Among the entries, which lines carry the string "roads"? Copy each of them.

#### LISTED ENTRIES ####

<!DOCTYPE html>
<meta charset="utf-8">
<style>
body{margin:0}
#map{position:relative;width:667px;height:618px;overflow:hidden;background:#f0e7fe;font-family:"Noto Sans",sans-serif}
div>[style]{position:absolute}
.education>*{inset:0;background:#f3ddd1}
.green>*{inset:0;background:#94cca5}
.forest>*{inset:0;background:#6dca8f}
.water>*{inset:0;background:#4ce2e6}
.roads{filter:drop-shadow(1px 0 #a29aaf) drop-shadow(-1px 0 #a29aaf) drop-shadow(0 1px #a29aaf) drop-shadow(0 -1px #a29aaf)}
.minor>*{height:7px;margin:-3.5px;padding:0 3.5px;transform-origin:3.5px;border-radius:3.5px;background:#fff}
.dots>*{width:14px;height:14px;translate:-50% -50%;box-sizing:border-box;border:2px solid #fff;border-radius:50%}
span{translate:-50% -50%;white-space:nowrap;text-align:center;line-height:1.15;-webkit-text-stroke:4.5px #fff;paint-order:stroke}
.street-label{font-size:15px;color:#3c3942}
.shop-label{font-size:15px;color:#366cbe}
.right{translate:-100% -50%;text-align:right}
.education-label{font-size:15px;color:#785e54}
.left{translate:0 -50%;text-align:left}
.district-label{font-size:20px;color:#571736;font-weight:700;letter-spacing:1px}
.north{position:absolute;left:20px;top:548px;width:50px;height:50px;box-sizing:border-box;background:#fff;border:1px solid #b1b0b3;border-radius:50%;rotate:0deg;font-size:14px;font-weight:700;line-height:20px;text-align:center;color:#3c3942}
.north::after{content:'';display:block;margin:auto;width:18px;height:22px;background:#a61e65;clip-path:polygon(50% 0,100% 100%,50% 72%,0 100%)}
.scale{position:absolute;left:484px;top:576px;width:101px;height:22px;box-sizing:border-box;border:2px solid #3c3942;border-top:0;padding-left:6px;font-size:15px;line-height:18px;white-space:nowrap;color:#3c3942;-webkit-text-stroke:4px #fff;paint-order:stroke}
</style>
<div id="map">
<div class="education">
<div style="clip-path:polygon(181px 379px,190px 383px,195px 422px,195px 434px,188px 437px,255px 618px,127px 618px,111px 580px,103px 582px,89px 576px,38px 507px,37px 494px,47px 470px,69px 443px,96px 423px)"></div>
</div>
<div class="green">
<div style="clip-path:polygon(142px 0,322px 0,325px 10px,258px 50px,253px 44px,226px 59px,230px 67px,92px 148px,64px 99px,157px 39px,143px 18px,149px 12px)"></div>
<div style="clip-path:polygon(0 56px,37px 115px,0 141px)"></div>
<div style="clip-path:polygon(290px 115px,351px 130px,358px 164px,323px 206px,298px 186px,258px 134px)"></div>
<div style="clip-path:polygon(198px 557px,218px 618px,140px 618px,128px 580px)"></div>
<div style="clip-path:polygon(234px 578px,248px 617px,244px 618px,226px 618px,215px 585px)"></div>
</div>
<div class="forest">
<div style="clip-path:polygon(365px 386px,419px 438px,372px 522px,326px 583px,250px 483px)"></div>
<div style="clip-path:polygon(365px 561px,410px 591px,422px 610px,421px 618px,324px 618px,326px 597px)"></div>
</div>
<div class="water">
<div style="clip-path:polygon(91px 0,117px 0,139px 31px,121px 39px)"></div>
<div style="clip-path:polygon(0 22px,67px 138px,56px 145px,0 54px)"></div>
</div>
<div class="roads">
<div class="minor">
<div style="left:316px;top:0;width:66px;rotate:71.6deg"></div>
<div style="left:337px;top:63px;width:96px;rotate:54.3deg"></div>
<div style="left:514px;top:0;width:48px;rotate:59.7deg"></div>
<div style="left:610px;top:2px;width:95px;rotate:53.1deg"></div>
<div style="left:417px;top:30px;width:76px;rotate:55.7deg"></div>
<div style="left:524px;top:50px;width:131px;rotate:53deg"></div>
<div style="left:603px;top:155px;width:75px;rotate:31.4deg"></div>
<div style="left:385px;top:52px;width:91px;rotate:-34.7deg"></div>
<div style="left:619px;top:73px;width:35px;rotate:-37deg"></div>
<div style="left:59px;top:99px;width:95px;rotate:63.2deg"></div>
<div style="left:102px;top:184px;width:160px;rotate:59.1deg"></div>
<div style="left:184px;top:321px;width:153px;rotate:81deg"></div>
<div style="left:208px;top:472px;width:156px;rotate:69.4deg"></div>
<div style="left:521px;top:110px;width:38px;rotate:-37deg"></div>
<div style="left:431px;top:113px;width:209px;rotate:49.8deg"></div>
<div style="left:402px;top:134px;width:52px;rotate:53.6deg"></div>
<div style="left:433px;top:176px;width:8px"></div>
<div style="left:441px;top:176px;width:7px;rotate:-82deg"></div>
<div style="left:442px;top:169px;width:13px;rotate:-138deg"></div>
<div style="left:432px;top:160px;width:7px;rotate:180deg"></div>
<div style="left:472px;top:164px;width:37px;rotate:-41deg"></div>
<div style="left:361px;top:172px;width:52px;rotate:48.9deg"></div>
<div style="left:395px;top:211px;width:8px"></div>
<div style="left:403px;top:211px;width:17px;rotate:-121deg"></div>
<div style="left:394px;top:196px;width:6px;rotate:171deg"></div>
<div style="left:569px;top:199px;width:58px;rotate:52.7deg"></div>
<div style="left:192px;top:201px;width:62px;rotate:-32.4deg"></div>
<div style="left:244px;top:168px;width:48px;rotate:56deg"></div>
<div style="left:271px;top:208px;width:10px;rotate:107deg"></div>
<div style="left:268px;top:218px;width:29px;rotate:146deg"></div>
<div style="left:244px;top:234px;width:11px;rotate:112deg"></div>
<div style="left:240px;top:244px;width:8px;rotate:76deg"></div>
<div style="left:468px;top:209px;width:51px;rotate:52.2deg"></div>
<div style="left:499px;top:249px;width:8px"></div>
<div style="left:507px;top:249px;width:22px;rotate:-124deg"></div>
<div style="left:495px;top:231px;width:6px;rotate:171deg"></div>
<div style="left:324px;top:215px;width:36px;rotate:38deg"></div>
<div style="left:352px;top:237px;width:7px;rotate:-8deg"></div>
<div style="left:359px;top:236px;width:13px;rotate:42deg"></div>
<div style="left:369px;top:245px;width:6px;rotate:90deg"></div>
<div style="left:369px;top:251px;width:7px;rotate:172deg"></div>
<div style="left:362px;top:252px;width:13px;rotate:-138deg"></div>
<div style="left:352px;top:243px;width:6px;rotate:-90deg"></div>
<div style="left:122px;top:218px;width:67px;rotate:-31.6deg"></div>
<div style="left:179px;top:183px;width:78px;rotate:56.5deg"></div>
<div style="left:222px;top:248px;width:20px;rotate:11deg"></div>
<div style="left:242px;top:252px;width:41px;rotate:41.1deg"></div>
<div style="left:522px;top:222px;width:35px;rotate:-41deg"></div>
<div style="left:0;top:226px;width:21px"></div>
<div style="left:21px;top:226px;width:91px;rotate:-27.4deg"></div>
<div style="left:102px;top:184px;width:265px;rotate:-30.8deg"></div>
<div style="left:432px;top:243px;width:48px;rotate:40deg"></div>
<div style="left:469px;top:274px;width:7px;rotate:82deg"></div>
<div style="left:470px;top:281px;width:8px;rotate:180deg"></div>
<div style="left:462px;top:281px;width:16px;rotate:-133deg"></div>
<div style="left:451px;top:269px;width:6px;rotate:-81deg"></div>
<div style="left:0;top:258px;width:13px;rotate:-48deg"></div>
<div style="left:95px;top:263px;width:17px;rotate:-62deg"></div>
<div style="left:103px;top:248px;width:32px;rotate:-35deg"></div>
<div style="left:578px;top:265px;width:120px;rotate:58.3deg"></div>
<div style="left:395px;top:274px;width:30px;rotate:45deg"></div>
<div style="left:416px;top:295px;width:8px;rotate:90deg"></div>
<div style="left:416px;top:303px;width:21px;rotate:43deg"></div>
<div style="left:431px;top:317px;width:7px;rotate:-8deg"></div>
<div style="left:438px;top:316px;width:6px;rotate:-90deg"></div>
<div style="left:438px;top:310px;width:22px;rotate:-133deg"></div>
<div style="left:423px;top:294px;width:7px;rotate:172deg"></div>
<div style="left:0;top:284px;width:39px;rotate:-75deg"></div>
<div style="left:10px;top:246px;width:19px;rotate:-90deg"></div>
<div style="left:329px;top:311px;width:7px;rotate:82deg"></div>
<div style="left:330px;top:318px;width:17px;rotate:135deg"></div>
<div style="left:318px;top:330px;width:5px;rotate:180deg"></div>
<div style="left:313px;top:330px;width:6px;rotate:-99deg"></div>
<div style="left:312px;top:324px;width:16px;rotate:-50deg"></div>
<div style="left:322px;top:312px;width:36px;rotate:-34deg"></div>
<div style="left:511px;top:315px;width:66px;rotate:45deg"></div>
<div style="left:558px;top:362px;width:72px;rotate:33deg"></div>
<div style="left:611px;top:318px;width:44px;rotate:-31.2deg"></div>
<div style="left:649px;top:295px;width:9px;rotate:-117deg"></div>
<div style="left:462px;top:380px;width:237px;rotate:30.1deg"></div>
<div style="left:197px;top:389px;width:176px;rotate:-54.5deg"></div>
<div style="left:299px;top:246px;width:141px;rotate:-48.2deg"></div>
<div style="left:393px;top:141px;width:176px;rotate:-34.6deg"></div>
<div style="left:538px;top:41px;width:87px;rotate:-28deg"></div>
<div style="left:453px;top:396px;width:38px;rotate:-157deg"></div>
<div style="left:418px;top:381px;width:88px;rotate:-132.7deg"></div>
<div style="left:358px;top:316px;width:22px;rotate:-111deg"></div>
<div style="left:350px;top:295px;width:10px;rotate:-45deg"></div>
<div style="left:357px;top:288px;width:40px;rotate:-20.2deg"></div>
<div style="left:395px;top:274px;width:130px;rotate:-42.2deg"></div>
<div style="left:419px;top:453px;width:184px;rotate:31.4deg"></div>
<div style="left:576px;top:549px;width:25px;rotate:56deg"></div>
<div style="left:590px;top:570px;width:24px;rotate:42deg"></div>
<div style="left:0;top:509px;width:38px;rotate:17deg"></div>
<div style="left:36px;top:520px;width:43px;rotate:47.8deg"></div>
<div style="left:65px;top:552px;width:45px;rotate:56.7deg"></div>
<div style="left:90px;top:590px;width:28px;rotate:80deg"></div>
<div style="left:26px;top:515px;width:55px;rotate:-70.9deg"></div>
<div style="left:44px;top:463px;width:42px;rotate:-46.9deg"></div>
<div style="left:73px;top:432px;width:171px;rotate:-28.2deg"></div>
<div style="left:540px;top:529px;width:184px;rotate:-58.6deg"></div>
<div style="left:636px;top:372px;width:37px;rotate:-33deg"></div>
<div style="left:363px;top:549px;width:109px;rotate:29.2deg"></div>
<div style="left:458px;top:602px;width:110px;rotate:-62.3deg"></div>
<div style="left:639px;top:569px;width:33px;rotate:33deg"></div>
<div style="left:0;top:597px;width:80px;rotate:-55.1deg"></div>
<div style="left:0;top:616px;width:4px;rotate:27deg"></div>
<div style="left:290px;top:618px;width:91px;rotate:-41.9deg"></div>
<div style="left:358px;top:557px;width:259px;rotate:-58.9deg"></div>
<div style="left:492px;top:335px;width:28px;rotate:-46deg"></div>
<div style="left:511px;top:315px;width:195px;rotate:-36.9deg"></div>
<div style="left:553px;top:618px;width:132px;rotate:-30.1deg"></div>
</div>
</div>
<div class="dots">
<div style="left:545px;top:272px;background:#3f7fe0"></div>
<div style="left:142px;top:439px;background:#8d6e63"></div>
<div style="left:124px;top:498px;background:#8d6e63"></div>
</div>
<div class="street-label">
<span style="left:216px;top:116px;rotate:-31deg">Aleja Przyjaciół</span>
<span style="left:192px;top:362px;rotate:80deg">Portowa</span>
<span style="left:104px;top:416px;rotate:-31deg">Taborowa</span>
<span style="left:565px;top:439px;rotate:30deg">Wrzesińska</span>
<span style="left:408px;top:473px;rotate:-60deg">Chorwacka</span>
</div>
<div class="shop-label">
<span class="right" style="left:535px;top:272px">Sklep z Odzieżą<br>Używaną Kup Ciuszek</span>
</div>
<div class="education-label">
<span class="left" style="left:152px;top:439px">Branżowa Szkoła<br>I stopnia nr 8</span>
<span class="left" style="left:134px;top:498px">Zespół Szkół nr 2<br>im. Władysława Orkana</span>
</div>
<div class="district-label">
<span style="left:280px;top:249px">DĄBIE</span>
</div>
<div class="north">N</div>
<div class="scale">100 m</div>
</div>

####

SOLUTION →
.roads{filter:drop-shadow(1px 0 #a29aaf) drop-shadow(-1px 0 #a29aaf) drop-shadow(0 1px #a29aaf) drop-shadow(0 -1px #a29aaf)}
<div class="roads">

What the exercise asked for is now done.